The impact of sunflower meal quality (i.e. crude protein content and crude fibre content) on the technical parameters of the pelleting process and the physical properties of produced pellets was investigated. Five model mixtures were prepared for pelleting, with different ratios of corn, sunflower meal (SFM) and soybean meal (SBM). Three grades of sunflower meal were used in the experiments with crude protein contents of approximately 37%, 40%, and 43%. Within each of the mixtures, granulation of material and retention time in the steam conditioner were varied. In order to describe the effects of the test variables on the observed responses response surface methodology, standard score analysis and principal component analysis (PCA) were used.
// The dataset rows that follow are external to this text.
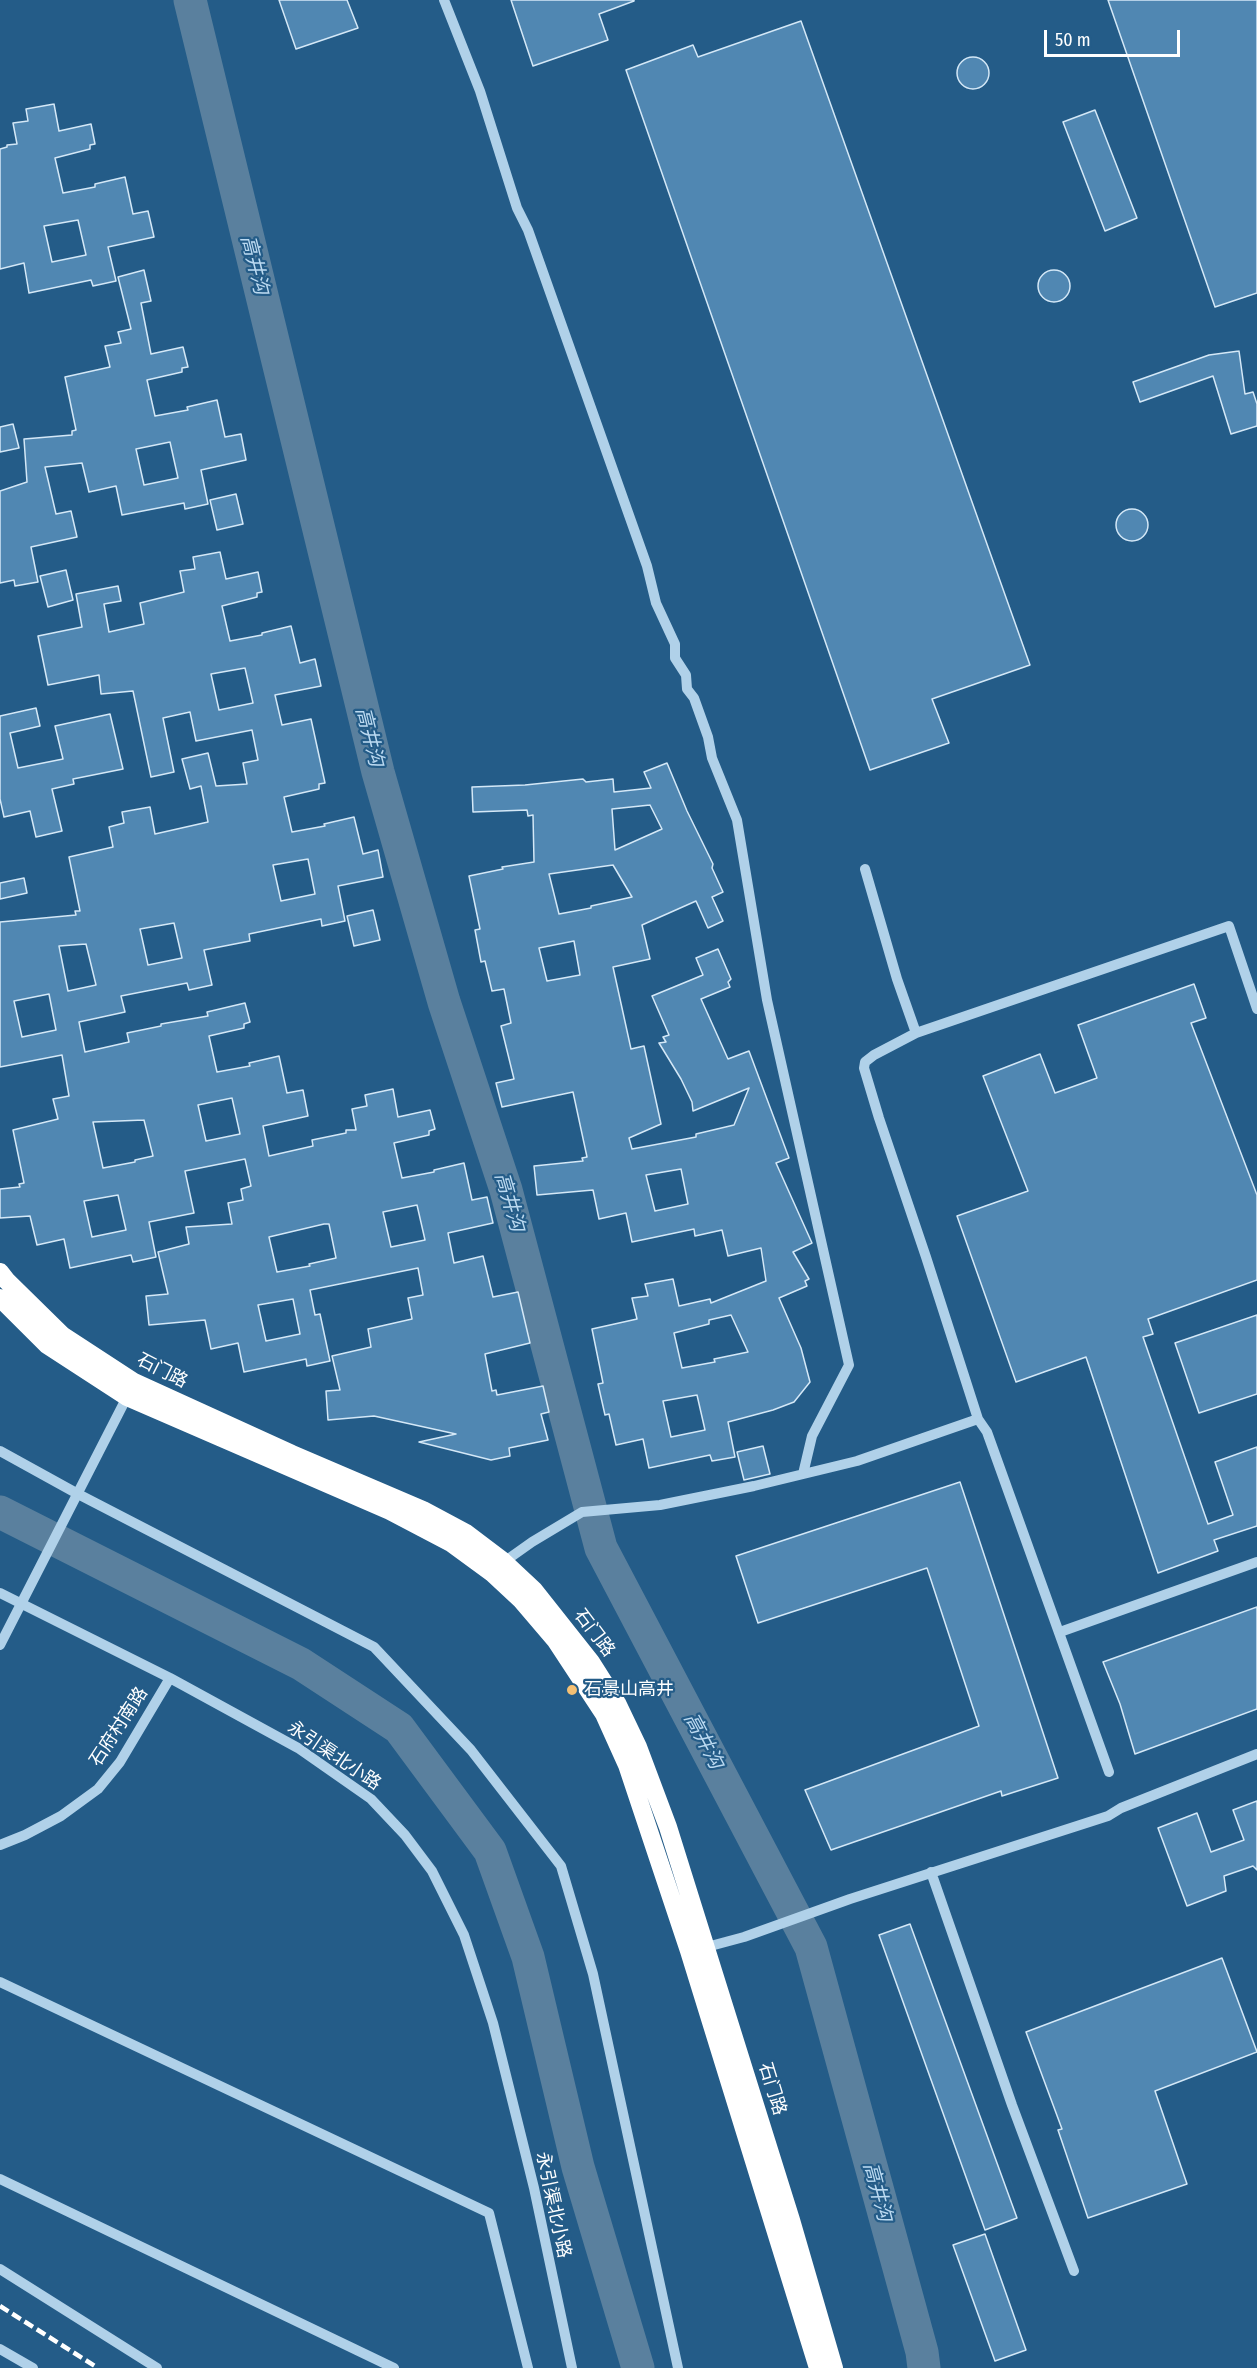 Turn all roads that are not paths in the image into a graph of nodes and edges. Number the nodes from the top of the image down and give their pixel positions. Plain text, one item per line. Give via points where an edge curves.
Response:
1 (444, 0) edge
2 (865, 869) dead end
3 (1257, 1009) edge
4 (916, 1033) junction
5 (0, 1272) edge
6 (0, 1298) edge
7 (130, 1390) junction
8 (978, 1419) junction
9 (0, 1451) edge
10 (803, 1474) junction
11 (78, 1494) junction
12 (1257, 1562) edge
13 (498, 1567) junction
14 (0, 1593) edge
15 (21, 1604) junction
16 (1060, 1632) junction
17 (0, 1645) edge
18 (170, 1678) junction
19 (1257, 1754) edge
20 (1108, 1772) dead end
21 (0, 1845) edge
22 (931, 1872) junction
23 (697, 1949) junction
24 (0, 1982) edge
25 (0, 2179) edge
26 (0, 2269) edge
27 (1074, 2271) dead end
28 (0, 2349) edge
29 (33, 2368) edge
30 (157, 2368) edge
31 (394, 2368) edge
32 (528, 2368) edge
33 (572, 2368) edge
34 (678, 2368) edge
35 (818, 2368) edge
36 (834, 2368) edge

1 - 10 street via 480,91 517,208 647,566 656,603 675,644 675,657 686,675 687,688 694,698 737,820 767,1000 849,1365 812,1436
2 - 4 street
3 - 4 street via 1229,926
4 - 8 street via 874,1055 864,1068
5 - 7 highway, 石门路 via 62,1335
6 - 7 highway, 石门路 via 47,1345
7 - 11 street
7 - 13 highway, 石门路 via 390,1511
8 - 10 street via 857,1461
8 - 16 street via 987,1432
9 - 11 street
10 - 13 street via 660,1505 582,1512 549,1530
11 - 15 street
11 - 34 street via 374,1647 471,1750 561,1866 593,1974
12 - 16 street
13 - 23 highway, 石门路 via 556,1641 604,1714
14 - 15 street, 永引渠北小路
15 - 17 street
15 - 18 street, 永引渠北小路
16 - 20 street
18 - 21 street, 石府村南路 via 133,1742 98,1789 61,1816
18 - 33 street, 永引渠北小路 via 298,1748 363,1792 405,1835 432,1871 464,1935 493,2023 534,2188
19 - 22 street via 1108,1816
22 - 23 street via 753,1934
22 - 27 street
23 - 35 highway, 石门路
23 - 36 highway, 石门路 via 791,2220
24 - 32 street via 489,2214
25 - 31 street
26 - 30 street
28 - 29 street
The increase in the protein content and the decrease in the crude fibre content of sunflower meals caused an increase in the pelleting temperature, specific energy consumption, pellet hardness, and pellet durability. In addition, an increase in retention time increased specific energy consumption of pellet press, and produced fines. In terms of pellet durability values, a longer retention time was more beneficial for SFM mixtures than for SBM mixture. The type of mixture was found to be the most influential variable for second order polynomial model calculation. Standard score analysis showed that the optimum values for energy consumption, quantity of the fines, and pellet durability indices were obtained for the mixture with 40% protein SFM, with no retention after conditioning and with the finest granulation of the components (0.933). PCA showed that the first two principal components (91.10% of the total variability) enabled a neat separation of the five mixtures.